» Prompt: The answer must be an exact reproduction of all the entries.

══ Provided records

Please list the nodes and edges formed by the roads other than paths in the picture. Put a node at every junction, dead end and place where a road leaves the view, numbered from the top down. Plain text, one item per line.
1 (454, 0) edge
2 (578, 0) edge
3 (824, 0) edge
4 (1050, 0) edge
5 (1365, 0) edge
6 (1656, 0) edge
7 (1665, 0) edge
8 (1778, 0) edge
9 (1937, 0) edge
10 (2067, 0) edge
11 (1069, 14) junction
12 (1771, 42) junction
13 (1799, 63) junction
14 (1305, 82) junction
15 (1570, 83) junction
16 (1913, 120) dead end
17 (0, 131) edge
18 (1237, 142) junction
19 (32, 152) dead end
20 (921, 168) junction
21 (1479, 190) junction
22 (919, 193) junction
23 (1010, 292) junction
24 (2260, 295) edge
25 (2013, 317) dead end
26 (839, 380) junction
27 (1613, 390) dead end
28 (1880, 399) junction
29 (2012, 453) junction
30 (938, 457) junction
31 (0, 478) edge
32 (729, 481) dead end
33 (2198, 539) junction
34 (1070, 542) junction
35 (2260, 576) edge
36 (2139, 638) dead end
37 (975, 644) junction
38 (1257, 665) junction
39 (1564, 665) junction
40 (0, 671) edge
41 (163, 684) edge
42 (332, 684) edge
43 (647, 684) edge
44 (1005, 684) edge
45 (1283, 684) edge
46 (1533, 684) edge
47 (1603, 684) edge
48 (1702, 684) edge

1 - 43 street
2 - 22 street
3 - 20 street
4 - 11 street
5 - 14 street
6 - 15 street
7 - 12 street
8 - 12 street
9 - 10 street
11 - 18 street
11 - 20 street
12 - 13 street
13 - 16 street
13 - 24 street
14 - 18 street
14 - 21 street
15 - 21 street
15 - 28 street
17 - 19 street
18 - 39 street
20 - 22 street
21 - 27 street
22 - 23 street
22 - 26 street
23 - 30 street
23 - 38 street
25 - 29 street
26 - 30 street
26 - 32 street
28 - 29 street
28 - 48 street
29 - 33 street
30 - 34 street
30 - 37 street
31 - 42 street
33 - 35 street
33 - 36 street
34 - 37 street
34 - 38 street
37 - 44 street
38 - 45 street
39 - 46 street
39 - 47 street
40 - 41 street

════

» Response:
Please list the nodes and edges formed by the roads other than paths in the picture. Put a node at every junction, dead end and place where a road leaves the view, numbered from the top down. Plain text, one item per line.
1 (454, 0) edge
2 (578, 0) edge
3 (824, 0) edge
4 (1050, 0) edge
5 (1365, 0) edge
6 (1656, 0) edge
7 (1665, 0) edge
8 (1778, 0) edge
9 (1937, 0) edge
10 (2067, 0) edge
11 (1069, 14) junction
12 (1771, 42) junction
13 (1799, 63) junction
14 (1305, 82) junction
15 (1570, 83) junction
16 (1913, 120) dead end
17 (0, 131) edge
18 (1237, 142) junction
19 (32, 152) dead end
20 (921, 168) junction
21 (1479, 190) junction
22 (919, 193) junction
23 (1010, 292) junction
24 (2260, 295) edge
25 (2013, 317) dead end
26 (839, 380) junction
27 (1613, 390) dead end
28 (1880, 399) junction
29 (2012, 453) junction
30 (938, 457) junction
31 (0, 478) edge
32 (729, 481) dead end
33 (2198, 539) junction
34 (1070, 542) junction
35 (2260, 576) edge
36 (2139, 638) dead end
37 (975, 644) junction
38 (1257, 665) junction
39 (1564, 665) junction
40 (0, 671) edge
41 (163, 684) edge
42 (332, 684) edge
43 (647, 684) edge
44 (1005, 684) edge
45 (1283, 684) edge
46 (1533, 684) edge
47 (1603, 684) edge
48 (1702, 684) edge

1 - 43 street
2 - 22 street
3 - 20 street
4 - 11 street
5 - 14 street
6 - 15 street
7 - 12 street
8 - 12 street
9 - 10 street
11 - 18 street
11 - 20 street
12 - 13 street
13 - 16 street
13 - 24 street
14 - 18 street
14 - 21 street
15 - 21 street
15 - 28 street
17 - 19 street
18 - 39 street
20 - 22 street
21 - 27 street
22 - 23 street
22 - 26 street
23 - 30 street
23 - 38 street
25 - 29 street
26 - 30 street
26 - 32 street
28 - 29 street
28 - 48 street
29 - 33 street
30 - 34 street
30 - 37 street
31 - 42 street
33 - 35 street
33 - 36 street
34 - 37 street
34 - 38 street
37 - 44 street
38 - 45 street
39 - 46 street
39 - 47 street
40 - 41 street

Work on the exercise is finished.